## Your objective
What is needed is a word-for-word copy of the listing below, without pictures.

## Entries provided
· · · ·

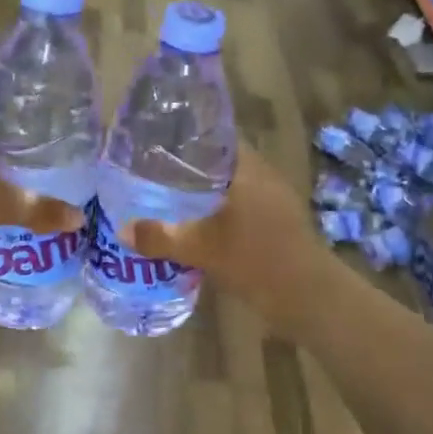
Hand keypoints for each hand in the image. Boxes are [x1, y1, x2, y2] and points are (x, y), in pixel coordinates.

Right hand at [121, 146, 323, 327]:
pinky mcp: (278, 224)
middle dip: (190, 167)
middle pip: (221, 161)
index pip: (216, 136)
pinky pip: (241, 206)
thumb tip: (123, 230)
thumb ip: (160, 237)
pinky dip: (219, 210)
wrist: (308, 297)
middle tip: (155, 173)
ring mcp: (274, 201)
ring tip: (170, 198)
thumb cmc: (256, 260)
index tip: (158, 144)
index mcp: (248, 169)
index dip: (188, 137)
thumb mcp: (201, 249)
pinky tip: (198, 225)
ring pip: (232, 185)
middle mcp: (263, 176)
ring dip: (206, 191)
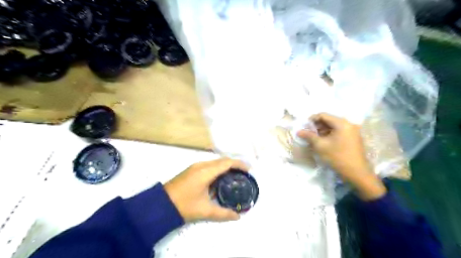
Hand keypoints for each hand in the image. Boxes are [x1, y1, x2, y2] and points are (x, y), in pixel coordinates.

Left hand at [163, 159, 246, 221]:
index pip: (227, 163)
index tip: (249, 170)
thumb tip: (237, 216)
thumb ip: (223, 213)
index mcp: (206, 171)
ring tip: (234, 176)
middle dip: (234, 164)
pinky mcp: (191, 170)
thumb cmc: (184, 205)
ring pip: (215, 162)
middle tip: (244, 173)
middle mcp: (201, 165)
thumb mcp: (205, 210)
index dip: (239, 164)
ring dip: (225, 166)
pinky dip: (218, 169)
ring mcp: (195, 166)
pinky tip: (220, 179)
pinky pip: (209, 165)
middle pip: (222, 160)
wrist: (160, 204)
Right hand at [297, 113, 385, 201]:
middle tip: (307, 133)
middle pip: (329, 120)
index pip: (323, 115)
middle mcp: (348, 124)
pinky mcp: (353, 138)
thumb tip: (298, 131)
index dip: (311, 119)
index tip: (304, 126)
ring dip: (322, 130)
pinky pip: (338, 132)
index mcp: (342, 123)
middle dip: (316, 125)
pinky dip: (329, 134)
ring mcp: (352, 131)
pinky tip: (323, 141)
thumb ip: (309, 136)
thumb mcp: (320, 146)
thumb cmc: (337, 157)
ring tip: (313, 138)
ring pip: (333, 126)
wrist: (356, 173)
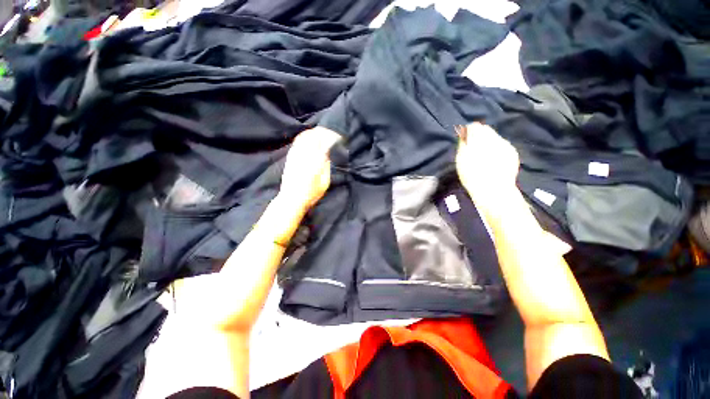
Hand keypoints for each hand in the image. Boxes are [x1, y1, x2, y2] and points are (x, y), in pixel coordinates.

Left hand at [277, 127, 341, 214]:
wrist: (292, 198)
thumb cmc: (311, 193)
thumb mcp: (325, 182)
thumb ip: (327, 166)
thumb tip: (328, 154)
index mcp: (316, 161)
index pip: (325, 143)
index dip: (332, 138)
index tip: (338, 138)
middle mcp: (305, 155)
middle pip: (315, 136)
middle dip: (324, 132)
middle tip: (331, 134)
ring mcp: (296, 154)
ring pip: (305, 136)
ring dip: (315, 132)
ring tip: (322, 133)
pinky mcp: (291, 156)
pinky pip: (298, 141)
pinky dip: (306, 136)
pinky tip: (310, 138)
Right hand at [455, 123, 519, 202]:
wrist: (493, 189)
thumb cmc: (472, 175)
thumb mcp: (461, 159)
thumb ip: (463, 143)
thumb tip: (464, 132)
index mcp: (480, 138)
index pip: (474, 126)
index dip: (468, 132)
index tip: (464, 139)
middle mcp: (495, 138)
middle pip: (486, 130)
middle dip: (479, 136)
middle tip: (472, 148)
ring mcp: (506, 145)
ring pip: (495, 138)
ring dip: (488, 143)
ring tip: (483, 156)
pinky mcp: (513, 153)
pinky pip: (503, 146)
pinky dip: (497, 150)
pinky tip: (493, 160)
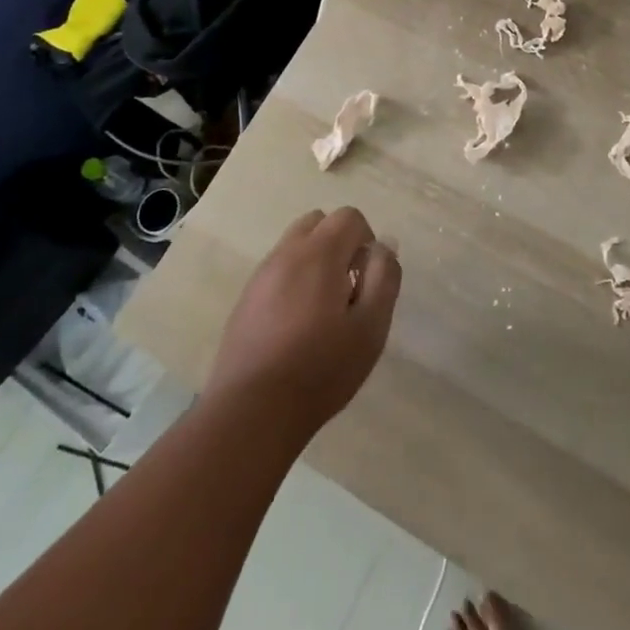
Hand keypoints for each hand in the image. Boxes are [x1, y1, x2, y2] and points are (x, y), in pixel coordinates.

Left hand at [206, 206, 400, 443]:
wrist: (251, 413)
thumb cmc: (321, 368)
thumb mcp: (371, 326)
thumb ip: (384, 277)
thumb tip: (384, 246)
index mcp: (319, 253)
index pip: (349, 217)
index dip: (367, 241)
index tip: (367, 280)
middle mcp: (286, 254)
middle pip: (318, 222)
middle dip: (339, 243)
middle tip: (348, 287)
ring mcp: (260, 277)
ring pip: (294, 246)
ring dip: (315, 261)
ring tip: (323, 310)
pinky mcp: (245, 301)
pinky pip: (277, 272)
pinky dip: (294, 281)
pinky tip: (297, 326)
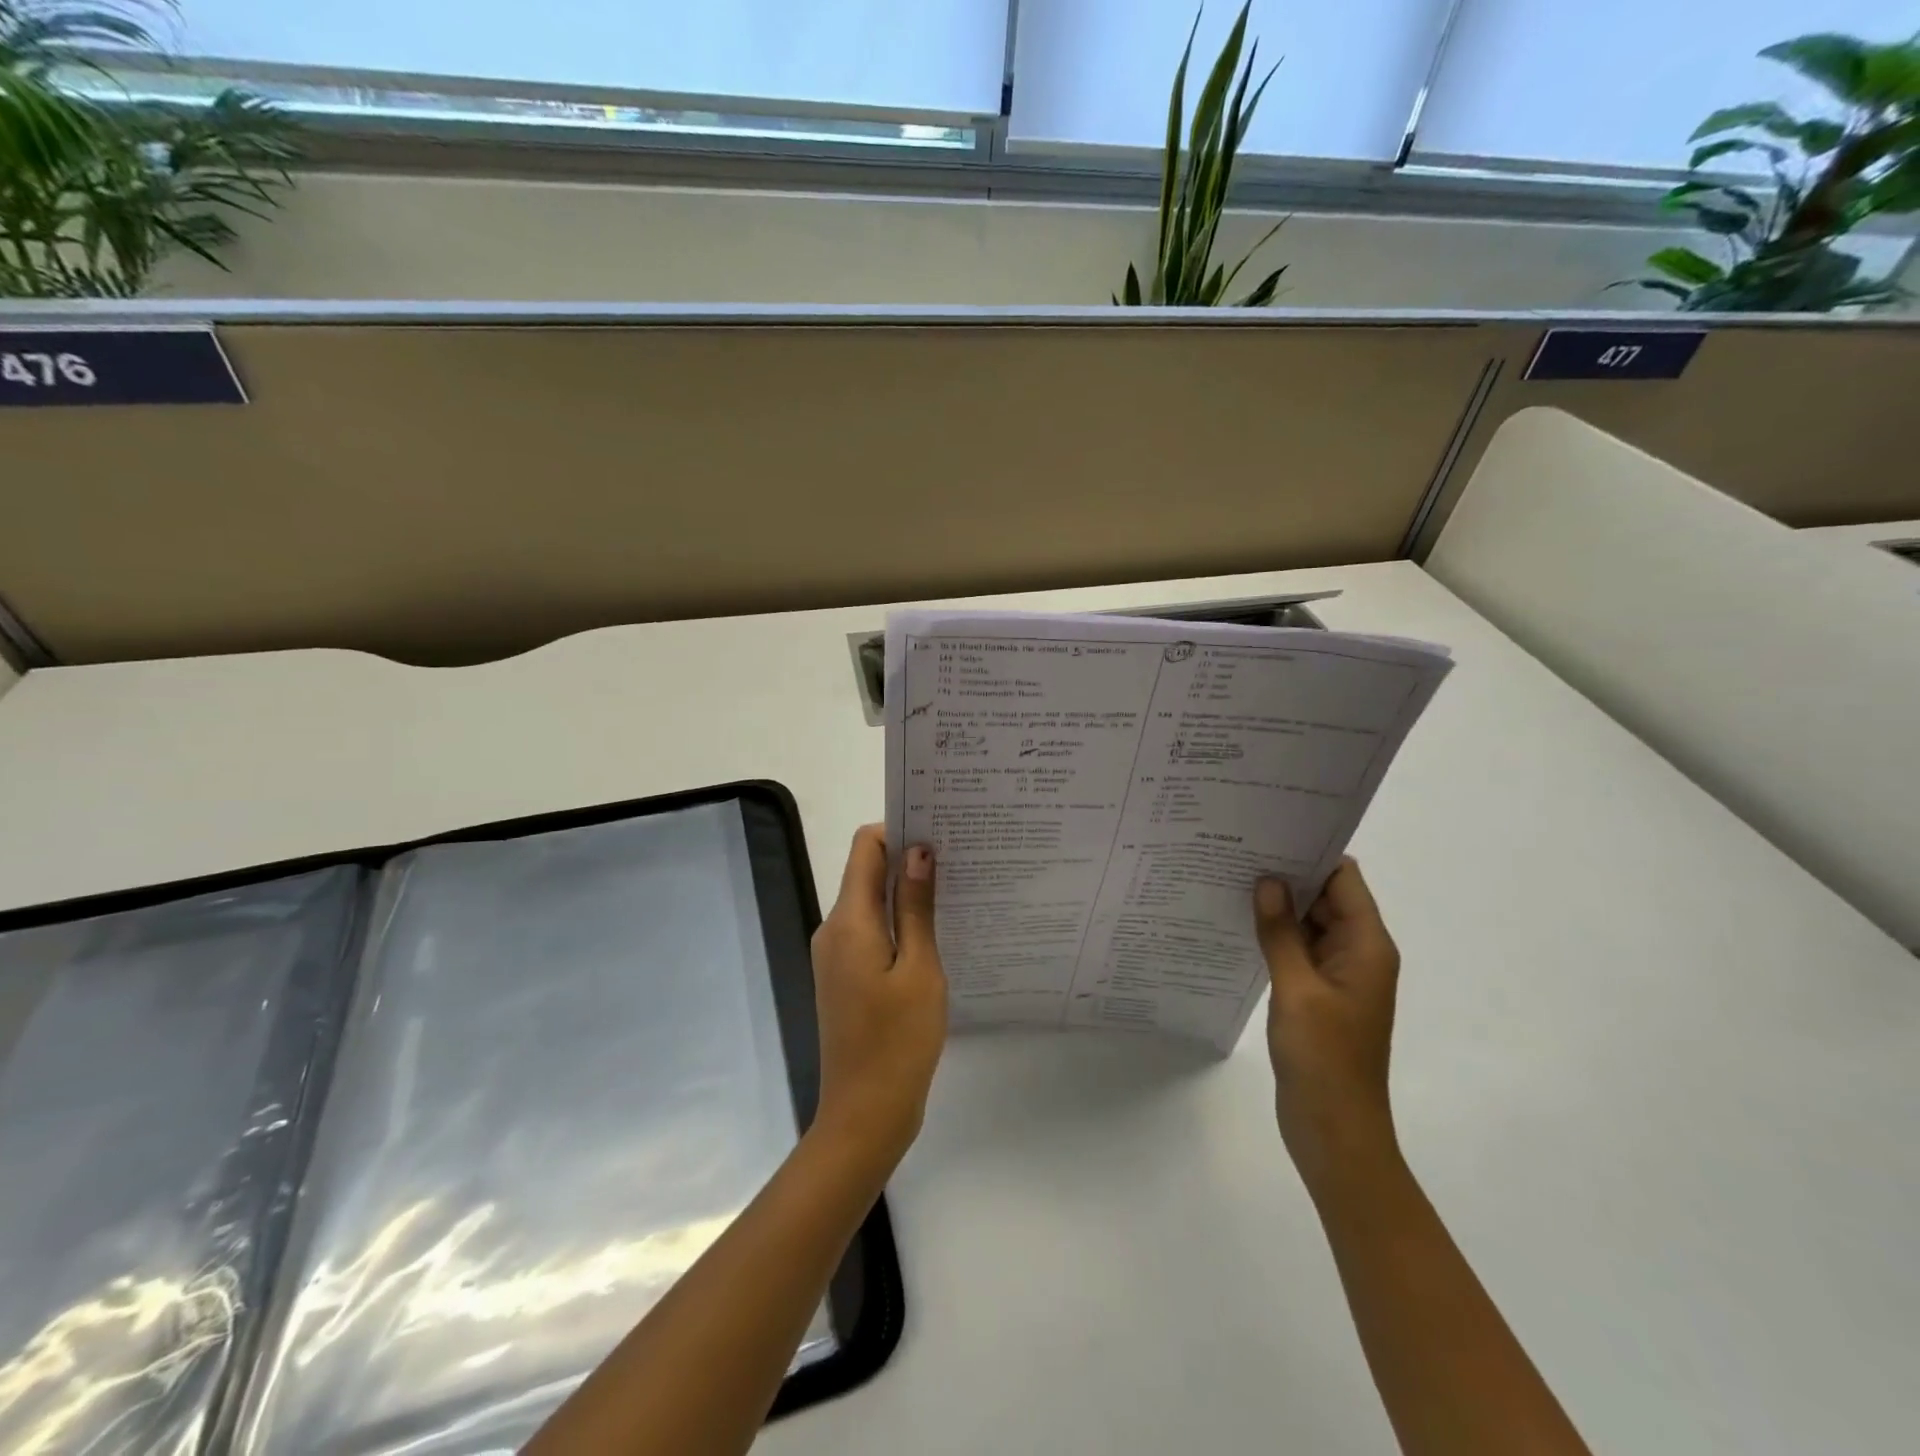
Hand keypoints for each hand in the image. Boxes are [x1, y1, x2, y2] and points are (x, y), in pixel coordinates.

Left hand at [808, 825, 947, 1169]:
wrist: (865, 1115)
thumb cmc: (898, 1041)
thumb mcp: (919, 969)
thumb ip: (915, 907)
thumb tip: (917, 850)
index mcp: (848, 921)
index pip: (865, 847)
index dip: (899, 830)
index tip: (940, 832)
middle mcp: (834, 929)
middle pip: (867, 872)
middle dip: (908, 859)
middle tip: (960, 858)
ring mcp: (836, 955)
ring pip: (871, 903)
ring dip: (906, 892)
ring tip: (956, 890)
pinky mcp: (846, 976)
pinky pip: (871, 932)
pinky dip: (899, 922)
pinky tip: (936, 932)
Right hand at [1254, 859, 1401, 1193]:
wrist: (1335, 1132)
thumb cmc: (1324, 1059)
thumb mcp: (1297, 990)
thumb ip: (1281, 933)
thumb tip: (1266, 881)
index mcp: (1367, 946)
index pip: (1344, 879)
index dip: (1312, 852)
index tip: (1269, 831)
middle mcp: (1358, 953)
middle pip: (1326, 897)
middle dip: (1287, 874)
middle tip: (1237, 849)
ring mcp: (1338, 975)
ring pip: (1309, 923)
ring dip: (1278, 905)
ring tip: (1230, 877)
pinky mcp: (1318, 994)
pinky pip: (1298, 950)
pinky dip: (1275, 935)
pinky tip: (1238, 923)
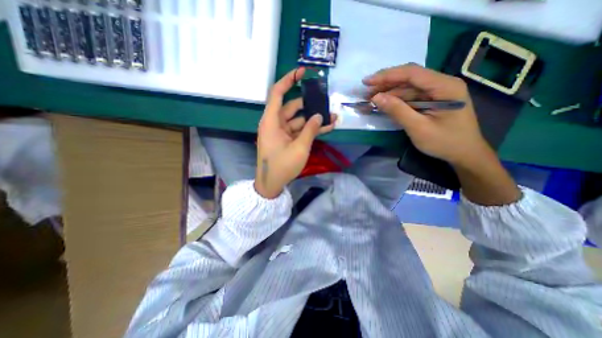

· · · ·

## Task result
Hand keypoints for each hand in the image. Boxes are [x1, y1, x2, y2] and points are (x, y), in pixel coordinates.

Right hand at [121, 146, 323, 327]:
pinky mcp: (278, 224)
middle dip: (190, 167)
middle pip: (221, 161)
index pip: (216, 136)
pinky pip: (241, 206)
thumb tip: (123, 230)
thumb ip: (160, 237)
pinky dip: (219, 210)
wrist: (308, 297)
middle tip: (155, 173)
ring mcp: (274, 201)
ring tip: (170, 198)
thumb cmc: (256, 260)
index tip: (158, 144)
index mcp: (248, 169)
index dip: (188, 137)
thumb mcp: (201, 249)
pinky tip: (198, 225)
ring pip: (232, 185)
middle mcp: (263, 176)
ring dip: (206, 191)
Hand keypoints for each hand in the image. Boxes are [x1, y1, x2, y2] and points are (x, y), in pixel coordinates.

Left hand at [163, 159, 246, 221]:
index pip: (227, 163)
index tip: (249, 170)
thumb tip: (237, 216)
thumb ip: (223, 213)
index mcp: (206, 171)
ring tip: (234, 176)
middle dip: (234, 164)
pinky mcp: (191, 170)
thumb cmc: (184, 205)
ring pip: (215, 162)
middle tip: (244, 173)
middle mcp: (201, 165)
thumb mcp: (205, 210)
index dip: (239, 164)
ring dip: (225, 166)
pinky dip: (218, 169)
ring mcp: (195, 166)
pinky tip: (220, 179)
pinky pip: (209, 165)
middle pip: (222, 160)
wrist: (160, 204)
Right hand at [297, 113, 385, 201]:
middle tip: (307, 133)
middle pip: (329, 120)
index pip: (323, 115)
middle mcp: (348, 124)
pinky mcp: (353, 138)
thumb tip: (298, 131)
index dip: (311, 119)
index tip: (304, 126)
ring dip: (322, 130)
pinky pip: (338, 132)
index mcp: (342, 123)
middle dip: (316, 125)
pinky dip: (329, 134)
ring mcp: (352, 131)
pinky tip: (323, 141)
thumb ip: (309, 136)
thumb mcp: (320, 146)
thumb cmc: (337, 157)
ring tip: (313, 138)
ring pip: (333, 126)
wrist: (356, 173)
Hand keypoints for each hand in the image. Boxes are [x1, y1, x2, y2] and points are (x, y), in pixel coordinates.

Left hand at [277, 127, 341, 214]:
wrist: (292, 198)
thumb cmc: (311, 193)
thumb mcp: (325, 182)
thumb ip: (327, 166)
thumb tip: (328, 154)
index mcp: (316, 161)
index pip: (325, 143)
index dip: (332, 138)
index tip: (338, 138)
middle mcp: (305, 155)
middle pip: (315, 136)
middle dip: (324, 132)
middle tip: (331, 134)
ring mcp: (296, 154)
ring pip: (305, 136)
ring dip: (315, 132)
ring tip: (322, 133)
pinky mcp: (291, 156)
pinky pip: (298, 141)
pinky dip: (306, 136)
pinky tip: (310, 138)
Right hand at [455, 123, 519, 202]:
wrist: (493, 189)
thumb cmc: (472, 175)
thumb mcp: (461, 159)
thumb ip: (463, 143)
thumb tip: (464, 132)
index mcp: (480, 138)
index pip: (474, 126)
index dip: (468, 132)
index tip: (464, 139)
middle mcp: (495, 138)
middle pip: (486, 130)
middle dip: (479, 136)
middle tip: (472, 148)
ring mcp: (506, 145)
ring pip: (495, 138)
ring dip: (488, 143)
ring tip: (483, 156)
pinky mcp: (513, 153)
pinky pip: (503, 146)
pinky dip: (497, 150)
pinky tip: (493, 160)
Hand keypoints for each hand in the image. Boxes are [x1, y1, x2, y2] and points are (x, y), in pixel coordinates.

Left hand at [206, 206, 400, 443]:
wrist: (251, 413)
thumb cmc: (321, 368)
thumb mcp: (371, 326)
thumb ip: (384, 277)
thumb tip: (384, 246)
index mcp: (319, 253)
index pip: (349, 217)
index dip: (367, 241)
index tip: (367, 280)
middle mcp: (286, 254)
middle pip: (318, 222)
middle dip: (339, 243)
middle tip: (348, 287)
ring mcp: (260, 277)
ring pip: (294, 246)
ring dip: (315, 261)
ring tip: (323, 310)
pinky mcp: (245, 301)
pinky pip: (277, 272)
pinky dip: (294, 281)
pinky tip: (297, 326)
Hand keypoints for each hand in the image. Boxes are [x1, y1, x2, y2] and points are (x, y), in pixel coordinates.

Left hand at [808, 825, 947, 1169]:
wrist: (865, 1115)
thumb cmc: (898, 1041)
thumb mcp: (919, 969)
thumb ip: (915, 907)
thumb tip: (917, 850)
index mcp: (848, 921)
index pip: (865, 847)
index dip: (899, 830)
index tip: (940, 832)
middle mcp: (834, 929)
middle pip: (867, 872)
middle dip: (908, 859)
middle tip: (960, 858)
ring mcp: (836, 955)
ring pip: (871, 903)
ring dip: (906, 892)
ring tip: (956, 890)
pinky mcp: (846, 976)
pinky pip: (871, 932)
pinky dip: (899, 922)
pinky tip: (936, 932)
Right hand at [1254, 859, 1401, 1193]:
wrist: (1335, 1132)
thumb cmc: (1324, 1059)
thumb mcp: (1297, 990)
thumb ip: (1281, 933)
thumb tip: (1266, 881)
index mcp: (1367, 946)
index pip: (1344, 879)
index dip: (1312, 852)
index tip: (1269, 831)
middle mcp: (1358, 953)
middle pip: (1326, 897)
middle dip: (1287, 874)
middle tip: (1237, 849)
ring mcp: (1338, 975)
ring pip: (1309, 923)
ring dip: (1278, 905)
ring tip: (1230, 877)
pinky mcp: (1318, 994)
pinky pip: (1298, 950)
pinky dip: (1275, 935)
pinky tip: (1238, 923)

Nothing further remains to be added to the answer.